- _Dataset extract_
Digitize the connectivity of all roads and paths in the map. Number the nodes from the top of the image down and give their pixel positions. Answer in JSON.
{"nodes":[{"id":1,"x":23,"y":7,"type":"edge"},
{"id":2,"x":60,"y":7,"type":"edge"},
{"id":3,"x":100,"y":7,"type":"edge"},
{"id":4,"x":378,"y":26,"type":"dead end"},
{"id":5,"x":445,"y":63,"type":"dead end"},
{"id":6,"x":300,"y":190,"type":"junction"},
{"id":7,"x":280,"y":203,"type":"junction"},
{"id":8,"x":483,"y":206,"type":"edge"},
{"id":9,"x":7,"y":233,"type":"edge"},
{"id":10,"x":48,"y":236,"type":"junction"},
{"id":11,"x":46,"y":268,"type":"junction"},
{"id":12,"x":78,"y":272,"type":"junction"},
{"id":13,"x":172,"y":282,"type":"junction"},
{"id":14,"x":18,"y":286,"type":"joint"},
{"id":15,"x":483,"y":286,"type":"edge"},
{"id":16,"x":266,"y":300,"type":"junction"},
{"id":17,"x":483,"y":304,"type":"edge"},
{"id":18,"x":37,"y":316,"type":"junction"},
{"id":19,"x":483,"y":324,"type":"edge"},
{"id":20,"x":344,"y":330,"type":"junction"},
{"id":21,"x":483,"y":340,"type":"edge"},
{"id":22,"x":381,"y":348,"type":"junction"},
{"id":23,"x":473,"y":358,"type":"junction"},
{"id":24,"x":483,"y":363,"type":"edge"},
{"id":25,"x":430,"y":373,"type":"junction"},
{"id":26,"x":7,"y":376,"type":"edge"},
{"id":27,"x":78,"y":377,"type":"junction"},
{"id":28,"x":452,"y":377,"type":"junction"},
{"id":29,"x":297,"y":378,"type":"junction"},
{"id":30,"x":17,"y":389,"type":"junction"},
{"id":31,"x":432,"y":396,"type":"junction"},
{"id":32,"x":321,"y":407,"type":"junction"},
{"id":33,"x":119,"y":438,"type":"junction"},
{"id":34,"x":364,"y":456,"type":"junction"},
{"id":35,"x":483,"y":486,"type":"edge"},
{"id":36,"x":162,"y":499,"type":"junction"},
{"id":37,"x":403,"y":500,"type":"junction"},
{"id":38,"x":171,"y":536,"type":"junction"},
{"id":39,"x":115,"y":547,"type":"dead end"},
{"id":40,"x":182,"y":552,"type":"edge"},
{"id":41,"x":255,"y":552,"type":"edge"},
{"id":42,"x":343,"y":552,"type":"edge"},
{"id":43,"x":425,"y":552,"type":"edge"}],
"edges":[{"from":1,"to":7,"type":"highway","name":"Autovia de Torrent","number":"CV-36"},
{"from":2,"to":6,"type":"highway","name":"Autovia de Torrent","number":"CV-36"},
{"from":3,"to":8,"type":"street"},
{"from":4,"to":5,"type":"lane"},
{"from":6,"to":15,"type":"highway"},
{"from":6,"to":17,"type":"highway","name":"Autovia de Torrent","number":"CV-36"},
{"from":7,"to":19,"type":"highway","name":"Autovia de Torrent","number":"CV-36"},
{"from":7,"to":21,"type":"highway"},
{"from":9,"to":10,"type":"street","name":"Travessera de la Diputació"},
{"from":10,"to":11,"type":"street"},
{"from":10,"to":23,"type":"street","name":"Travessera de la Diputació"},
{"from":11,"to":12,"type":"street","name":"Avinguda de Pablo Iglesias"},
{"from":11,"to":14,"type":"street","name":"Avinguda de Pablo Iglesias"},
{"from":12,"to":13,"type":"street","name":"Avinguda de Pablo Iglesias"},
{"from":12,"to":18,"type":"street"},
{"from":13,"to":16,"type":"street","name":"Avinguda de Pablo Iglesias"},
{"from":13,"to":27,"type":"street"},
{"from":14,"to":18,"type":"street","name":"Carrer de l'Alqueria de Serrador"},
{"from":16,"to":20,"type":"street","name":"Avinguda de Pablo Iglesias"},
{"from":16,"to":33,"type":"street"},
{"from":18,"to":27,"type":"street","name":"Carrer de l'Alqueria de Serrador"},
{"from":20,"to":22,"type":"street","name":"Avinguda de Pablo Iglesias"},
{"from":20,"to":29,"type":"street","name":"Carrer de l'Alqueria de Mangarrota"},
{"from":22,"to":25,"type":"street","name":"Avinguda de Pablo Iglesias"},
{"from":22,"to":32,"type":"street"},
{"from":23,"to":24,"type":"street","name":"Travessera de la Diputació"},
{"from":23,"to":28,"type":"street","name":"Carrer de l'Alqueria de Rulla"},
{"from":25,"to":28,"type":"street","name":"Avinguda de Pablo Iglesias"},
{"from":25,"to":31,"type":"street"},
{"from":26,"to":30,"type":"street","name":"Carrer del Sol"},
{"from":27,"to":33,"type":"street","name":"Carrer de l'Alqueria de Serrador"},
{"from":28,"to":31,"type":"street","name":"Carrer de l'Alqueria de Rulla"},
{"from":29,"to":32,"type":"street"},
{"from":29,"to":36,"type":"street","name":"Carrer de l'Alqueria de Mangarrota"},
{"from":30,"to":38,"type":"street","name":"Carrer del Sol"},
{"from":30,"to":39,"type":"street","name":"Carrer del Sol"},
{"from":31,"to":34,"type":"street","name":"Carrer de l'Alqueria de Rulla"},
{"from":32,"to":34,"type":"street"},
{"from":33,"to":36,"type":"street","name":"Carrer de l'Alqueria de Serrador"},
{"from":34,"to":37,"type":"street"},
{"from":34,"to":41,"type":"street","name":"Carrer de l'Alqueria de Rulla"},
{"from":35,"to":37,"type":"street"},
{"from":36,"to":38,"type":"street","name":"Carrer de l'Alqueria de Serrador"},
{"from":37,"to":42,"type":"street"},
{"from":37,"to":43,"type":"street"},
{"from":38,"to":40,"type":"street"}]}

- _Problem details_
Copy the records above exactly, leaving nothing out.

- _Solution to the exercise_
Digitize the connectivity of all roads and paths in the map. Number the nodes from the top of the image down and give their pixel positions. Answer in JSON.
{"nodes":[{"id":1,"x":23,"y":7,"type":"edge"},
{"id":2,"x":60,"y":7,"type":"edge"},
{"id":3,"x":100,"y":7,"type":"edge"},
{"id":4,"x":378,"y":26,"type":"dead end"},
{"id":5,"x":445,"y":63,"type":"dead end"},
{"id":6,"x":300,"y":190,"type":"junction"},
{"id":7,"x":280,"y":203,"type":"junction"},
{"id":8,"x":483,"y":206,"type":"edge"},
{"id":9,"x":7,"y":233,"type":"edge"},
{"id":10,"x":48,"y":236,"type":"junction"},
{"id":11,"x":46,"y":268,"type":"junction"},
{"id":12,"x":78,"y":272,"type":"junction"},
{"id":13,"x":172,"y":282,"type":"junction"},
{"id":14,"x":18,"y":286,"type":"joint"},
{"id":15,"x":483,"y":286,"type":"edge"},
{"id":16,"x":266,"y":300,"type":"junction"},
{"id":17,"x":483,"y":304,"type":"edge"},
{"id":18,"x":37,"y":316,"type":"junction"},
{"id":19,"x":483,"y":324,"type":"edge"},
{"id":20,"x":344,"y":330,"type":"junction"},
{"id":21,"x":483,"y":340,"type":"edge"},
{"id":22,"x":381,"y":348,"type":"junction"},
{"id":23,"x":473,"y":358,"type":"junction"},
{"id":24,"x":483,"y":363,"type":"edge"},
{"id":25,"x":430,"y":373,"type":"junction"},
{"id":26,"x":7,"y":376,"type":"edge"},
{"id":27,"x":78,"y":377,"type":"junction"},
{"id":28,"x":452,"y":377,"type":"junction"},
{"id":29,"x":297,"y":378,"type":"junction"},
{"id":30,"x":17,"y":389,"type":"junction"},
{"id":31,"x":432,"y":396,"type":"junction"},
{"id":32,"x":321,"y":407,"type":"junction"},
{"id":33,"x":119,"y":438,"type":"junction"},
{"id":34,"x":364,"y":456,"type":"junction"},
{"id":35,"x":483,"y":486,"type":"edge"},
{"id":36,"x":162,"y":499,"type":"junction"},
{"id":37,"x":403,"y":500,"type":"junction"},
{"id":38,"x":171,"y":536,"type":"junction"},
{"id":39,"x":115,"y":547,"type":"dead end"},
{"id":40,"x":182,"y":552,"type":"edge"},
{"id":41,"x":255,"y":552,"type":"edge"},
{"id":42,"x":343,"y":552,"type":"edge"},
{"id":43,"x":425,"y":552,"type":"edge"}],
"edges":[{"from":1,"to":7,"type":"highway","name":"Autovia de Torrent","number":"CV-36"},
{"from":2,"to":6,"type":"highway","name":"Autovia de Torrent","number":"CV-36"},
{"from":3,"to":8,"type":"street"},
{"from":4,"to":5,"type":"lane"},
{"from":6,"to":15,"type":"highway"},
{"from":6,"to":17,"type":"highway","name":"Autovia de Torrent","number":"CV-36"},
{"from":7,"to":19,"type":"highway","name":"Autovia de Torrent","number":"CV-36"},
{"from":7,"to":21,"type":"highway"},
{"from":9,"to":10,"type":"street","name":"Travessera de la Diputació"},
{"from":10,"to":11,"type":"street"},
{"from":10,"to":23,"type":"street","name":"Travessera de la Diputació"},
{"from":11,"to":12,"type":"street","name":"Avinguda de Pablo Iglesias"},
{"from":11,"to":14,"type":"street","name":"Avinguda de Pablo Iglesias"},
{"from":12,"to":13,"type":"street","name":"Avinguda de Pablo Iglesias"},
{"from":12,"to":18,"type":"street"},
{"from":13,"to":16,"type":"street","name":"Avinguda de Pablo Iglesias"},
{"from":13,"to":27,"type":"street"},
{"from":14,"to":18,"type":"street","name":"Carrer de l'Alqueria de Serrador"},
{"from":16,"to":20,"type":"street","name":"Avinguda de Pablo Iglesias"},
{"from":16,"to":33,"type":"street"},
{"from":18,"to":27,"type":"street","name":"Carrer de l'Alqueria de Serrador"},
{"from":20,"to":22,"type":"street","name":"Avinguda de Pablo Iglesias"},
{"from":20,"to":29,"type":"street","name":"Carrer de l'Alqueria de Mangarrota"},
{"from":22,"to":25,"type":"street","name":"Avinguda de Pablo Iglesias"},
{"from":22,"to":32,"type":"street"},
{"from":23,"to":24,"type":"street","name":"Travessera de la Diputació"},
{"from":23,"to":28,"type":"street","name":"Carrer de l'Alqueria de Rulla"},
{"from":25,"to":28,"type":"street","name":"Avinguda de Pablo Iglesias"},
{"from":25,"to":31,"type":"street"},
{"from":26,"to":30,"type":"street","name":"Carrer del Sol"},
{"from":27,"to":33,"type":"street","name":"Carrer de l'Alqueria de Serrador"},
{"from":28,"to":31,"type":"street","name":"Carrer de l'Alqueria de Rulla"},
{"from":29,"to":32,"type":"street"},
{"from":29,"to":36,"type":"street","name":"Carrer de l'Alqueria de Mangarrota"},
{"from":30,"to":38,"type":"street","name":"Carrer del Sol"},
{"from":30,"to":39,"type":"street","name":"Carrer del Sol"},
{"from":31,"to":34,"type":"street","name":"Carrer de l'Alqueria de Rulla"},
{"from":32,"to":34,"type":"street"},
{"from":33,"to":36,"type":"street","name":"Carrer de l'Alqueria de Serrador"},
{"from":34,"to":37,"type":"street"},
{"from":34,"to":41,"type":"street","name":"Carrer de l'Alqueria de Rulla"},
{"from":35,"to":37,"type":"street"},
{"from":36,"to":38,"type":"street","name":"Carrer de l'Alqueria de Serrador"},
{"from":37,"to":42,"type":"street"},
{"from":37,"to":43,"type":"street"},
{"from":38,"to":40,"type":"street"}]}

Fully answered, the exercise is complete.